= Hyperprosociality =

Extreme altruistic behaviour

Hyperprosociality is extremely altruistic behavior towards unrelated individuals that has been described as a trait unique to Homo sapiens.

==Definition==
The term was introduced in 2015 by Curtis Marean as "extremely cooperative behavior with unrelated individuals, often for the benefit of others or society without expectation of payoff". Although originating from an evolutionary anthropological perspective, hyperprosociality has been utilized in modern pedagogy and psychology.

== Perspectives ==

=== Archeological and anthropological perspective ===
The high level of cooperation utilized by modern Homo sapiens is unique to our species. It has been argued that this must have evolutionary origins. Explanations for our level of hyperprosociality vary, from food and hunting to cooperative breeding. To keep a gene pool diverse, interchanges between human tribes must have taken place, requiring stronger relationships. Similarly, warfare had the potential to unite some groups and create far-reaching social bonds that connected tribes. Apart from uniting to be able to stand stronger against other enemies, strategies and culture were shared as well. ‘willingness to take mortal risks as a fighter is not the only form of altruism that contributes to prevailing in intergroup contests; more altruistic and hence more cooperative groups may be more productive and sustain healthier, stronger, or more numerous members, for example, or make more effective use of information.’

It remains unclear whether one of the mentioned origins is the driving one.

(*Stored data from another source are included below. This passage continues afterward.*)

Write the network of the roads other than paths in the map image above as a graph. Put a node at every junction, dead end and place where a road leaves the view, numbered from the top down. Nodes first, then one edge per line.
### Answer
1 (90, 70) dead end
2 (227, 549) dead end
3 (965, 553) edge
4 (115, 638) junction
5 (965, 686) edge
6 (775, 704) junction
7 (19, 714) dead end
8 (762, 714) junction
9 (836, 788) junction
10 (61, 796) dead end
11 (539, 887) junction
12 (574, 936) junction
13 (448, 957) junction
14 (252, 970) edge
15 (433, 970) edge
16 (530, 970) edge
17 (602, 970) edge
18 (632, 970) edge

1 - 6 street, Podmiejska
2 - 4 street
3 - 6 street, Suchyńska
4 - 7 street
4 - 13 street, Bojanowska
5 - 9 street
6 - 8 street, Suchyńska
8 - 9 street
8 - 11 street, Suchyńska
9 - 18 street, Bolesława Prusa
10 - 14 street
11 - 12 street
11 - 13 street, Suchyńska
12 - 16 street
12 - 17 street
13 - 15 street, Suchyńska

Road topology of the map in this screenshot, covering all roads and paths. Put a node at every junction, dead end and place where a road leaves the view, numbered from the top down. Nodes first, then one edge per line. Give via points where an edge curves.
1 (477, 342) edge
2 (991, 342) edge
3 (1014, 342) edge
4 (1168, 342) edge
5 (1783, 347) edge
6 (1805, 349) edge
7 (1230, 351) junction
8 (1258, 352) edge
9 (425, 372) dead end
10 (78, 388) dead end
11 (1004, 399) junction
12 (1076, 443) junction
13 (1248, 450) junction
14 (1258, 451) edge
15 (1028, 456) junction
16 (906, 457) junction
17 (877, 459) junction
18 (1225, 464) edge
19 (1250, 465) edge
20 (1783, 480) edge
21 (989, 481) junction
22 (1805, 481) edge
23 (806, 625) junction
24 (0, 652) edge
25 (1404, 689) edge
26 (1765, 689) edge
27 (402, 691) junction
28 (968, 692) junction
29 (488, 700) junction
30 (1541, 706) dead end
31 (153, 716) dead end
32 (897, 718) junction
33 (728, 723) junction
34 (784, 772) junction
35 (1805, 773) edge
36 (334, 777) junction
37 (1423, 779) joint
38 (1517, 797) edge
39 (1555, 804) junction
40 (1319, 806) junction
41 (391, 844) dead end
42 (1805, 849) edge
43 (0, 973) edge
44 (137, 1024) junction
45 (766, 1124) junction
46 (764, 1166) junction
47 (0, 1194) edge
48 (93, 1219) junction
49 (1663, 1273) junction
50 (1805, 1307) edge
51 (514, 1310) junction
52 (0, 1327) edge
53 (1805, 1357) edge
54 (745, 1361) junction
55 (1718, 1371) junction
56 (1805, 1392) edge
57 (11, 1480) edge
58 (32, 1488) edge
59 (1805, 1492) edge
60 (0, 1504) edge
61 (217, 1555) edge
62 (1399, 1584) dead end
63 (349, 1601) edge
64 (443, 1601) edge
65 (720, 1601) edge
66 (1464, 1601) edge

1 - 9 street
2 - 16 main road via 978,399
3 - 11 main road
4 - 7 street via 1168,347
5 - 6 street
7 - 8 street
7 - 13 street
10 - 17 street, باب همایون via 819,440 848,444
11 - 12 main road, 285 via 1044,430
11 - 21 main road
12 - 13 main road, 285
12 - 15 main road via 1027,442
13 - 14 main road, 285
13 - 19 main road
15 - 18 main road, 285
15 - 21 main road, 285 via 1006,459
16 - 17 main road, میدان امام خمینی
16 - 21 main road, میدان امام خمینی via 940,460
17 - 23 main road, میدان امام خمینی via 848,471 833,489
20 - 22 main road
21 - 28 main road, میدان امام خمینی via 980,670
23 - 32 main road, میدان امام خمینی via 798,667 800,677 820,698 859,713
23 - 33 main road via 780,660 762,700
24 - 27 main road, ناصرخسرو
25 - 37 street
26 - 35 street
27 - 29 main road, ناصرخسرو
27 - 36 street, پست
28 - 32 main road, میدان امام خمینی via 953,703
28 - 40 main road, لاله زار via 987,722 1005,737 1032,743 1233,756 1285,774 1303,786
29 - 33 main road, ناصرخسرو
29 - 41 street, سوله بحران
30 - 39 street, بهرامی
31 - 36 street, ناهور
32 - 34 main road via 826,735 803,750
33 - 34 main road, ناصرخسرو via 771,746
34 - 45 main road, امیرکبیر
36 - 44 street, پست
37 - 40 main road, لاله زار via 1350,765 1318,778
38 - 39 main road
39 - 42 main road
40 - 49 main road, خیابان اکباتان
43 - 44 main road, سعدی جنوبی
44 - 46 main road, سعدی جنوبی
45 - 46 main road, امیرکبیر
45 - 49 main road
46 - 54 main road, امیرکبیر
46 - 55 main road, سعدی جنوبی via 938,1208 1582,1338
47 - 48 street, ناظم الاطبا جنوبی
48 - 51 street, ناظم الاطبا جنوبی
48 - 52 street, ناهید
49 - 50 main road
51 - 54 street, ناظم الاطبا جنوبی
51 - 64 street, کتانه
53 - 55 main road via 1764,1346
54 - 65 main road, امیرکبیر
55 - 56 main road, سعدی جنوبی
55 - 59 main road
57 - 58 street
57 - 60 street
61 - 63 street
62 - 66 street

It is clear, however, that extreme social behaviors are from other kinds of different cultures. Hyperprosociality does not make groups interwoven to a set extend. It can come in many degrees, depending on the setting. The only clear distinction that can be made is the difference between basic sociality and far-reaching hyperprosociality, sometimes altruistic behavior. At the most basic level of sociality, we take care of our sick, injured, old, and share food. However, these tight family groups are unable to function solely on their own. It was necessary to form more complex social relationships, also known as ethnolinguistic groups, which function to organize outgroup marriages, warfare, trade, etc. Ultimately these higher hyperprosocial relationships provide greater security.

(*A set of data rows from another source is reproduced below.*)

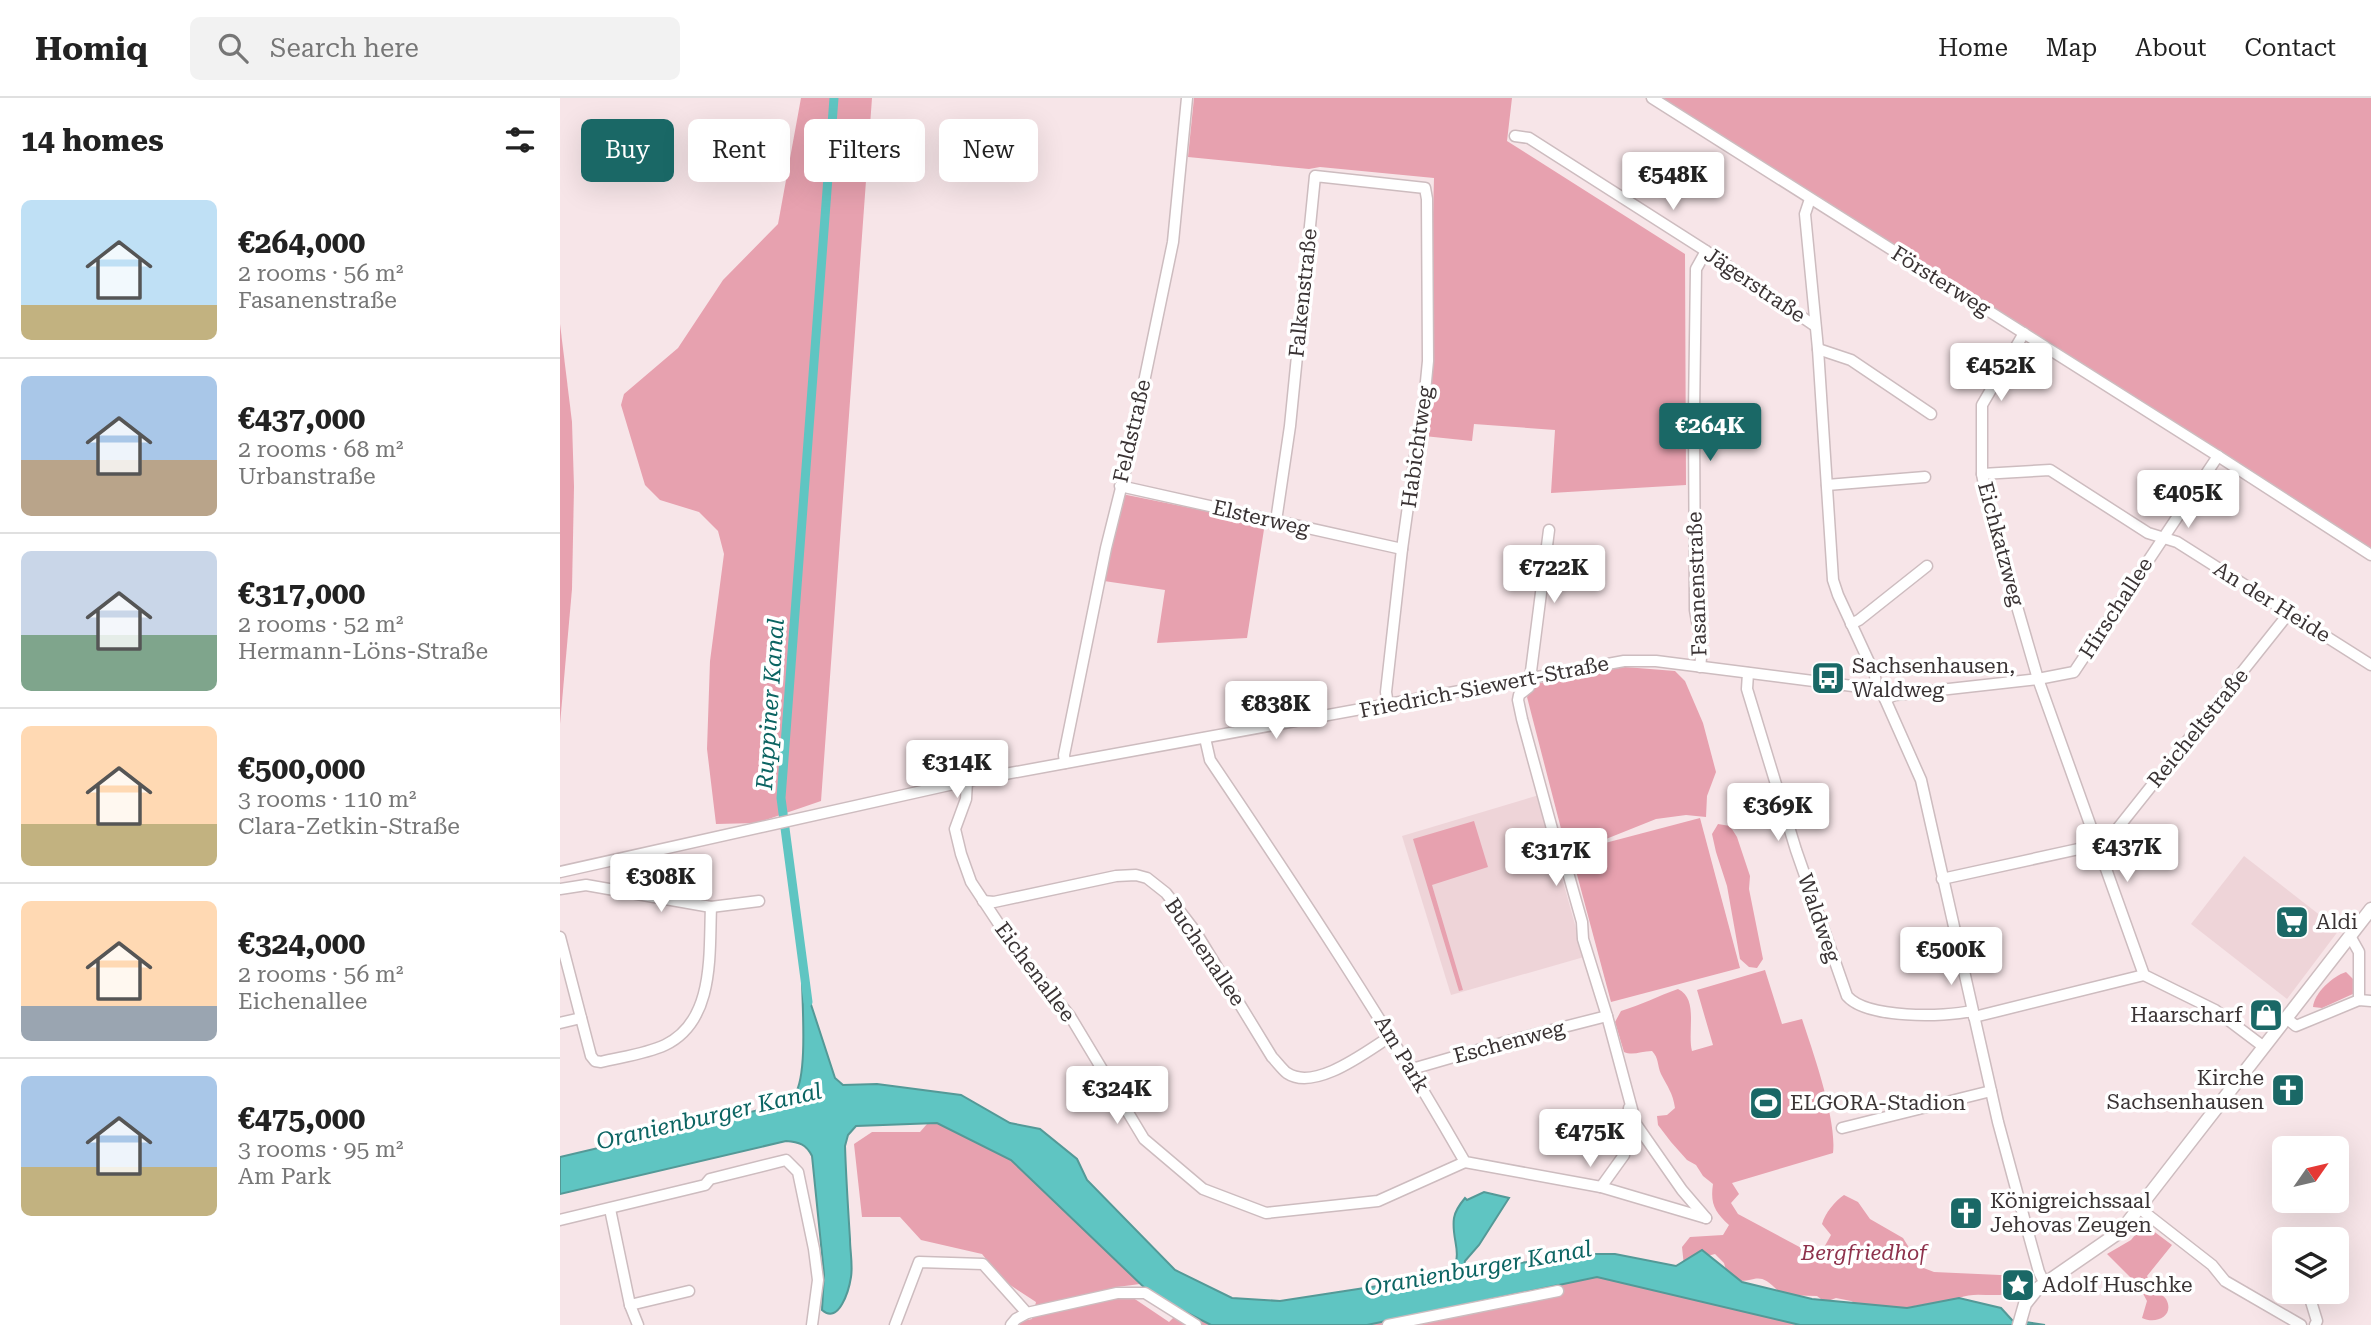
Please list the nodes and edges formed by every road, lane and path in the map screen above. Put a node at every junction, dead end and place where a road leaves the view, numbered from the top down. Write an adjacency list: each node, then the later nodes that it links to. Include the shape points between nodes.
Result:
1 (1187, 98): 15 (street, Feldstraße, via 1173,243)
2 (1652, 98): 5 (street, Försterweg)
3 (1516, 136): 6 (street, Jägerstraße, via 1530,138)
4 (1425, 188): 16 (street, Falkenstraße, via 1315,176); 19 (street, Habichtweg, via 1428,361 1419,453)
5 (1810, 199): 7 (street, via 1805,214); 8 (street, Försterweg)
6 (1706, 251): 7 (street, Jägerstraße); 25 (street, Fasanenstraße, via 1696,269 1695,598)
7 (1815, 326): 9 (street)
8 (2024, 333): 11 (street, Försterweg); 12 (street, Eichkatzweg, via 1982,405)
9 (1818, 349): 10 (street, Jägerstraße, via 1851,360); 14 (street)
10 (1931, 414)
11 (2218, 456): 18 (street, Hirschallee); 20 (street, Försterweg)
12 (1982, 474): 18 (street, An der Heide, via 2050,470); 28 (street, Eichkatzweg)
13 (1925, 477): 14 (street)
14 (1827, 485): 23 (street, via 1833,580)
15 (1120, 486): 16 (street, Elsterweg); 33 (street, Feldstraße)
16 (1276, 521): 19 (street, Elsterweg)
17 (1549, 530): 27 (street)
18 (2163, 538): 22 (street, An der Heide, via 2177,542); 28 (street, Hirschallee, via 2074,672)
19 (1402, 549): 31 (street, Habichtweg)
20 (2371, 555)
21 (1927, 566): 23 (street)
22 (2289, 613): 24 (street, An der Heide); 35 (street, Reicheltstraße, via 2106,843)
23 (1851, 624): 29 (street, via 1875,675)
24 (2371, 665)
25 (1700, 667): 26 (street, Friedrich-Siewert-Straße); 27 (street, Friedrich-Siewert-Straße, via 1624,661)
26 (1748, 673): 29 (street, Friedrich-Siewert-Straße); 48 (street, Waldweg, via 1747,689 1844,991 1850,1000 1869,1010)
27 (1530, 678): 31 (street, Friedrich-Siewert-Straße); 49 (street, via 1518,700 1522,719)
28 (2038, 679): 30 (street, Hirschallee); 35 (street, Eichkatzweg)
29 (1876, 689): 30 (street)
30 (1885, 699): 37 (street, via 1921,780)
31 (1388, 705): 32 (street, Friedrich-Siewert-Straße)
32 (1205, 738): 33 (street, Friedrich-Siewert-Straße); 53 (street, Am Park, via 1210,760)
33 (1065, 763): 34 (street, Friedrich-Siewert-Straße)
34 (967, 781): 36 (street, Friedrich-Siewert-Straße); 40 (street, Eichenallee, via 955,829 964,864)
35 (2096, 845): 37 (street, Reicheltstraße); 45 (street, Eichkatzweg)
36 (560, 872)
37 (1942, 879): 48 (street)
38 (560, 888): 41 (street, via 586,885)
39 (759, 901): 41 (street)
40 (983, 901): 53 (street, Buchenallee, via 1116,876 1147,878 1166,893 1195,931 1272,1057 1287,1073 1303,1079 1320,1076); 59 (street, Eichenallee, via 1070,1016 1144,1139 1203,1189 1266,1213 1378,1200)
41 (711, 907): 50 (street, via 704,996 693,1023 679,1037 662,1046 595,1061)
42 (2371, 909): 43 (main road)
43 (2350, 936): 46 (street, via 2359,952); 51 (main road)
44 (560, 937): 50 (street)
45 (2144, 975): 48 (street); 54 (street, via 2215,1010)
46 (2358, 1000): 47 (street); 51 (street, via 2295,1026)
47 (2371, 1001)
48 (1973, 1014): 56 (street)
49 (1607, 1016): 55 (street, Eschenweg); 57 (street)
50 (581, 1018): 52 (street)
51 (2286, 1018): 54 (main road)
52 (560, 1023)
53 (1391, 1036): 55 (street, Am Park)
54 (2264, 1047): 61 (main road)
55 (1412, 1069): 59 (street, Am Park)
56 (1992, 1091): 58 (street); 64 (street)
57 (1630, 1102): 60 (street, via 1624,1155); 60 (street, via 1641,1133 1706,1218)
58 (1842, 1128)
59 (1465, 1163): 60 (street)
60 (1601, 1187)
61 (2139, 1208): 64 (main road, via 2112,1239); 77 (street, via 2225,1280)
62 (610, 1209): 63 (street); 68 (street); 72 (street, via 786,1160 798,1172 814,1249 818,1280)
63 (560, 1220)
64 (2045, 1282): 70 (main road, via 2025,1304)
65 (689, 1291): 68 (street)
66 (1558, 1291): 76 (street)
67 (2312, 1304): 78 (street)
68 (630, 1305): 71 (street)
69 (1027, 1313): 73 (street, via 983,1264 919,1262); 74 (street); 75 (street, via 1117,1293 1145,1293)
70 (2020, 1322)
71 (638, 1325)
72 (812, 1325)
73 (895, 1325)
74 (1011, 1325)
75 (1196, 1325)
76 (1388, 1325)
77 (2301, 1325)
78 (2315, 1325)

=== Pedagogical perspective ===
The idea of hyperprosociality has also been mentioned in the scientific domain of pedagogy. Namely, Atkinson and Shvidkos argue that learning a second language is more than ‘observation, imitation, and trial-and-error alone’. Thus, this cannot merely be done in a classroom. The complexity in cultural-language is also found in its physical movements, mimics, and gestures. Even though Spanish, for example, is spoken in many different countries, different cultures carry different movements that enhance communication. These gestures often reach further than languages and form connections between tribes. Learning to understand each other was a mutual conversation and a dynamic teaching-learning experience forgotten in our modern-day classrooms.

=== Psychological perspective ===
The term hyperprosociality does not occur often in the field of psychology, but it is still of great importance. The foundational work by Roy F. Baumeister gives an overview of the different reasons why humans have developed a complex culture and communication. Psychologists are divided; some accept that culture and brain development are evolutionary by-products while others point at our human nature. If one sees humans as brutal by nature, society is a corruption created by the need. If one sees human nature based in fear due to the consciousness of our mortality, culture has the function to distract us and gives us a sense of security.

Psychologists see culture as the basis of hyperprosocial behavior; we help others because we can connect through culture. However, Anthropologists see culture as a factor of influence to the extent of hyper-social behavior. Culture is a by-effect of the willingness of humans to help others.